Federal Plaza, downtown Chicago. (image: matthew cassel)
Federal Plaza, downtown Chicago. (image: matthew cassel)

Fred Hampton spoke here. 1969, the world was revolting — against what? Most who took part probably couldn’t even articulate their reasons well. But it didn’t matter. It was an energy amongst the people, a feeling of unity, a feeling that we’re not used to.

Who should be expected to explain why a war is bad? I remember when I was 21 and I was asked by a reporter, “Why are you against this war?”

A simple question that I couldn’t answer. Thinking back, I should’ve answered with the question, “Why is anyone for it?”

We all struggle every day. To make it to work, to pay our bills, to be at peace with our loved ones. So why kill and destroy?
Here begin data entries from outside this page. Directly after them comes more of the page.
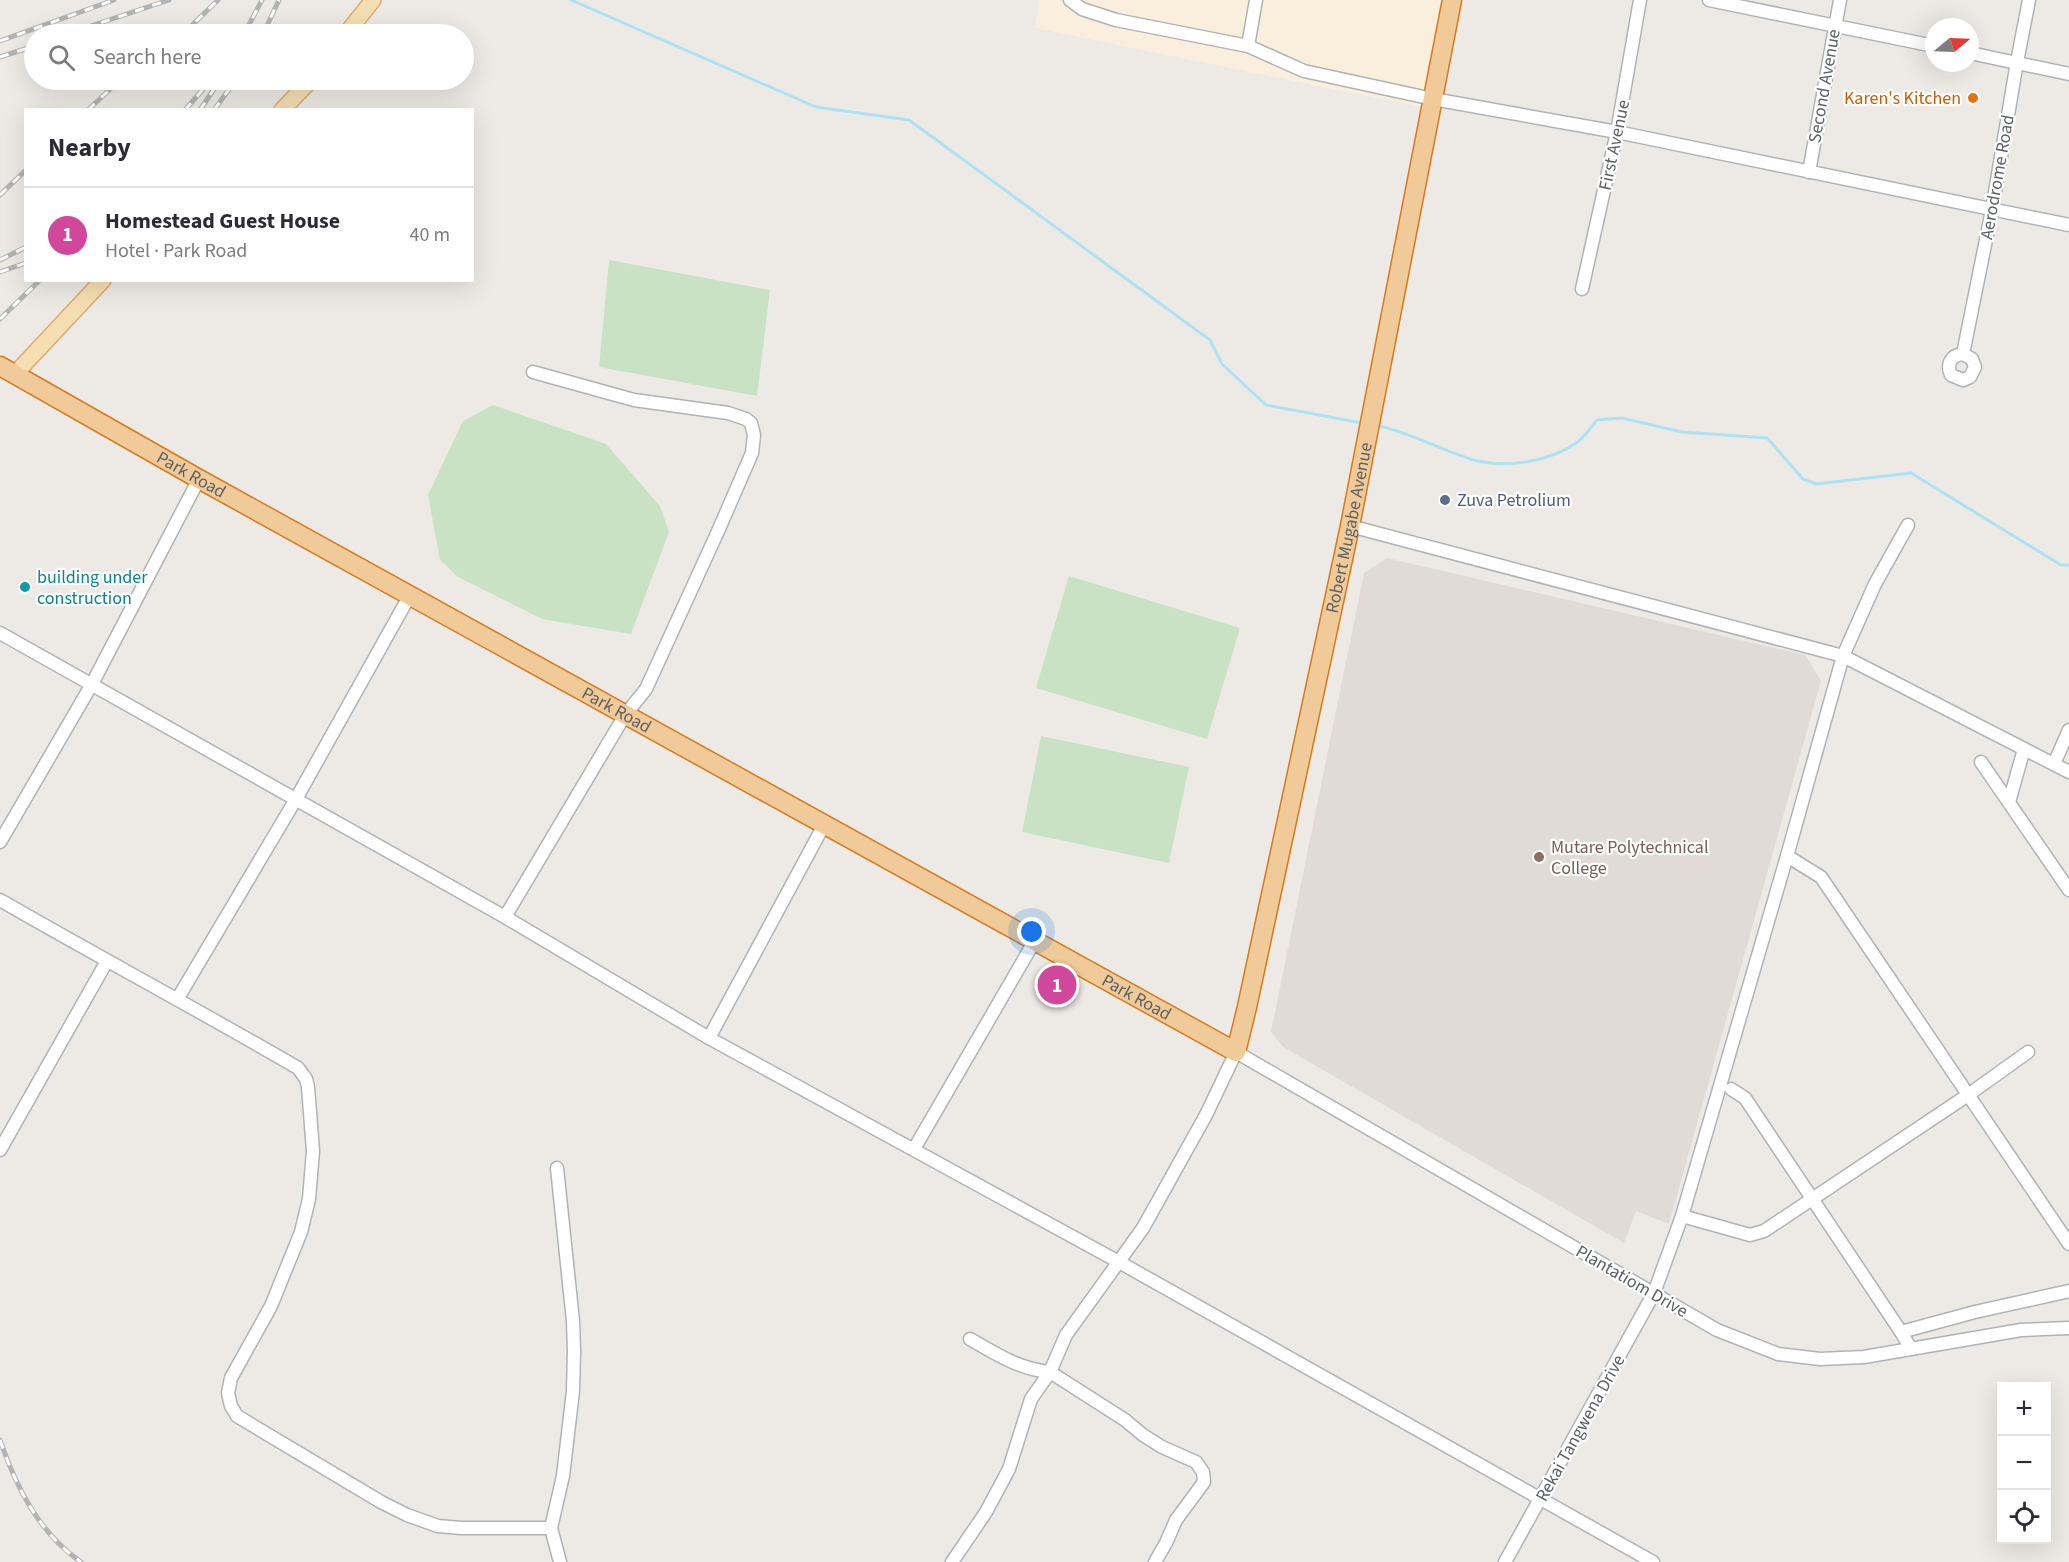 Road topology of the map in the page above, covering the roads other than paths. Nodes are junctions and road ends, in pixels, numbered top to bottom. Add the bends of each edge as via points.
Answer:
1 (373, 0) edge
2 (1070, 0) edge
3 (1256, 0) edge
4 (1452, 0) edge
5 (1640, 0) edge
6 (1709, 0) edge
7 (1840, 0) edge
8 (2029, 0) edge
9 (354, 24) edge
10 (1835, 27) junction
11 (1925, 44) edge
12 (1248, 46) junction
13 (1979, 55) edge
14 (2017, 62) junction
15 (2069, 74) edge
16 (301, 90) edge
17 (1432, 99) junction
18 (284, 108) edge
19 (1617, 132) junction
20 (1809, 172) junction
21 (1992, 210) junction
22 (2069, 225) edge
23 (102, 282) edge
24 (1582, 289) dead end
25 (1963, 354) dead end
26 (7, 370) edge
27 (533, 372) dead end
28 (199, 479) junction
29 (1908, 525) dead end
30 (1350, 526) junction
31 (410, 594) junction
32 (0, 633) edge
33 (1843, 656) junction
34 (92, 684) junction
35 (625, 715) junction
36 (2069, 730) edge
37 (2024, 749) junction
38 (1981, 762) dead end
39 (2055, 764) junction
40 (2069, 772) edge
41 (296, 799) junction
42 (2009, 802) junction
43 (824, 825) junction
44 (0, 842) edge
45 (1787, 856) junction
46 (2069, 890) edge
47 (0, 900) edge
48 (505, 917) junction
49 (1034, 942) junction
50 (107, 961) junction
51 (178, 998) junction
52 (710, 1038) junction
53 (1236, 1052) junction
54 (2028, 1052) dead end
55 (1731, 1089) dead end
56 (1968, 1095) junction
57 (914, 1149) junction
58 (0, 1150) edge
59 (557, 1168) dead end
60 (1811, 1198) junction
61 (1682, 1216) junction
62 (2069, 1244) edge
63 (1119, 1262) junction
64 (2069, 1291) edge
65 (1654, 1293) junction
66 (2069, 1328) edge
67 (1901, 1332) junction
68 (970, 1339) dead end
69 (1911, 1349) junction
70 (1050, 1372) junction
71 (1541, 1499) junction
72 (551, 1527) junction
73 (560, 1562) edge
74 (952, 1562) edge
75 (1155, 1562) edge
76 (1505, 1562) edge
77 (1653, 1562) edge

1 - 9 main road
2 - 12 street via 1082,9 1116,20
3 - 12 street
4 - 17 highway, Robert Mugabe Avenue
5 - 19 street, First Avenue
6 - 10 street
7 - 10 street, Second Avenue
8 - 14 street, Aerodrome Road
10 - 11 street
10 - 20 street, Second Avenue
12 - 17 street via 1304,71
13 - 14 street
14 - 15 street
14 - 21 street, Aerodrome Road
16 - 18 main road
17 - 19 street
17 - 30 highway, Robert Mugabe Avenue
19 - 20 street
19 - 24 street, First Avenue
20 - 21 street
21 - 22 street
21 - 25 street, Aerodrome Road
23 - 26 main road
26 - 28 highway, Park Road
27 - 35 street via 634,400 728,413 751,423 752,453 646,689
28 - 31 highway, Park Road
28 - 34 street
29 - 33 street, Rekai Tangwena Drive via 1875,584
30 - 33 street
30 - 53 highway, Robert Mugabe Avenue
31 - 35 highway, Park Road
31 - 41 street
32 - 34 street
33 - 37 street
33 - 45 street, Rekai Tangwena Drive
34 - 41 street
34 - 44 street
35 - 43 highway, Park Road
35 - 48 street
36 - 39 street
37 - 39 street
37 - 42 street
38 - 42 street
39 - 40 street
41 - 48 street
41 - 51 street
42 - 46 street
43 - 49 highway, Park Road
43 - 52 street
45 - 56 street via 1821,877
45 - 61 street, Rekai Tangwena Drive
47 - 50 street
48 - 52 street
49 - 53 highway, Park Road
49 - 57 street
50 - 51 street
50 - 58 street
51 - 72 street via 298,1068 308,1087 313,1151 309,1199 301,1232 271,1306 231,1378 228,1393 237,1416 381,1502 438,1526
52 - 57 street
53 - 63 street via 1206,1115 1143,1228
53 - 65 street, Plantatiom Drive
54 - 56 street
55 - 60 street via 1745,1098
56 - 60 street
56 - 62 street
57 - 63 street
59 - 72 street via 574,1361 563,1476
60 - 61 street via 1764,1231 1750,1234
60 - 67 street
61 - 65 street, Rekai Tangwena Drive
63 - 70 street via 1066,1335
63 - 71 street
64 - 67 street
65 - 69 street, Plantatiom Drive via 1717,1330 1778,1354 1820,1359
65 - 71 street, Rekai Tangwena Drive
66 - 69 street, Plantatiom Drive via 2021,1330
67 - 69 street
68 - 70 street via 1006,1361
70 - 74 street via 1031,1399 1009,1469
70 - 75 street via 1125,1419 1152,1441 1196,1462 1203,1472 1204,1482 1176,1520
71 - 76 street, Rekai Tangwena Drive
71 - 77 street
72 - 73 street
I am tired, we are all tired, some more than others.

Who knows what they’re doing in Washington. I’ve seen them on TV: happy, fat, white, rich. And they are my saviors, our saviors. They determine what I will eat tonight, or how much time I can spend with my daughter, or if someone can help me about this persistent pain in my chest.

I hear them talking about what is best for me. But do they know? Do they ever think to ask?

I am against war because I am a person like any other. I want a family, I want time to smile, to relax, to live.

Fred Hampton understood. And he was killed. Many others also understood, maybe at one point we all did. Maybe right now we all do.